■ **YOUR TASK**
Would you transcribe the whole listing exactly and drop its images?
>>>>>
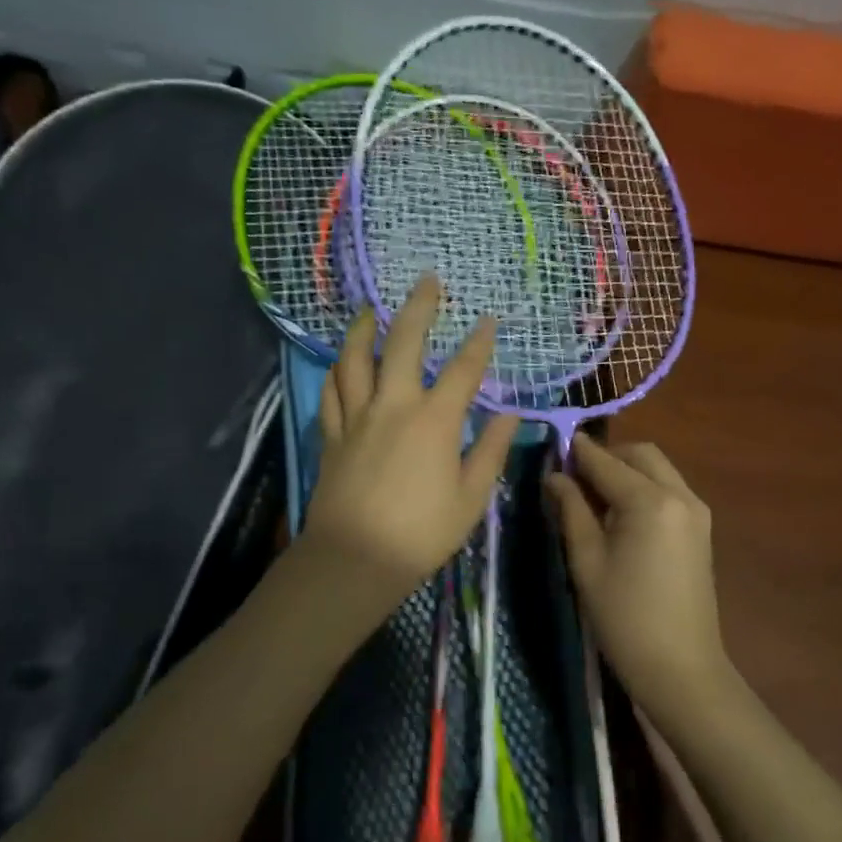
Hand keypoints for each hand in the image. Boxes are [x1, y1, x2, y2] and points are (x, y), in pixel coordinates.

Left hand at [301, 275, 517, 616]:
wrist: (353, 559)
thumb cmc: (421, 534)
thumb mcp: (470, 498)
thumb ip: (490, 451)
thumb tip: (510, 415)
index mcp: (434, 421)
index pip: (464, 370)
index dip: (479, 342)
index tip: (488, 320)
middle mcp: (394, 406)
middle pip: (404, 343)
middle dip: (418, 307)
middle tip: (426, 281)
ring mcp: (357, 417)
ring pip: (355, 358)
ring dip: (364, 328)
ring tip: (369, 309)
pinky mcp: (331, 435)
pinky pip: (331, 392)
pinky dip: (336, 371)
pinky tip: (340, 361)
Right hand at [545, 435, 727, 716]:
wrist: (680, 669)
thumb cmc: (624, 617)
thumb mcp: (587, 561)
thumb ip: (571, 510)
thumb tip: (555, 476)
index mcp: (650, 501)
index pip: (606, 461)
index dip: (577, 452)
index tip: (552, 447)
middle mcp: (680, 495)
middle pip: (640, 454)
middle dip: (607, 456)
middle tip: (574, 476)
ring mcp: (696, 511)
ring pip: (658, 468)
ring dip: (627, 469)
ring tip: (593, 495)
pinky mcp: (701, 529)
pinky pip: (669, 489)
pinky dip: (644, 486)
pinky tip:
<<<<<
■ **TASK OUTPUT**
Hand keypoints for each hand in the image. Boxes are [x1, y1, x2, y2] and points are (x, y), in pixel coordinates.

Left hand at [301, 275, 517, 616]:
wrist: (353, 559)
thumb cmc: (421, 534)
thumb mcp: (470, 498)
thumb ip: (490, 451)
thumb tip: (510, 415)
index mcp: (434, 421)
index pip: (464, 370)
index dip: (479, 342)
index tip: (488, 320)
middle mcp: (394, 406)
middle pip: (404, 343)
middle dip: (418, 307)
middle tip: (426, 281)
ring mcp: (357, 417)
ring pip: (355, 358)
ring dip: (364, 328)
ring tip: (369, 309)
pinky mcp: (331, 435)
pinky pip: (331, 392)
pinky dip: (336, 371)
pinky tip: (340, 361)
Right hand at [545, 435, 727, 716]:
wrist: (680, 669)
thumb cmc: (624, 617)
thumb mcp: (587, 561)
thumb ip: (571, 510)
thumb tip: (555, 476)
index mcp: (650, 501)
index pip: (606, 461)
index dip: (577, 452)
index tip: (552, 447)
middle mcp: (680, 495)
middle pip: (640, 454)
middle dip: (607, 456)
middle tip: (574, 476)
ring mcp: (696, 511)
ring pip: (658, 468)
ring dip: (627, 469)
ring tip: (593, 495)
pinky mcp: (701, 529)
pinky pip: (669, 489)
pinky dip: (644, 486)
pinky tip:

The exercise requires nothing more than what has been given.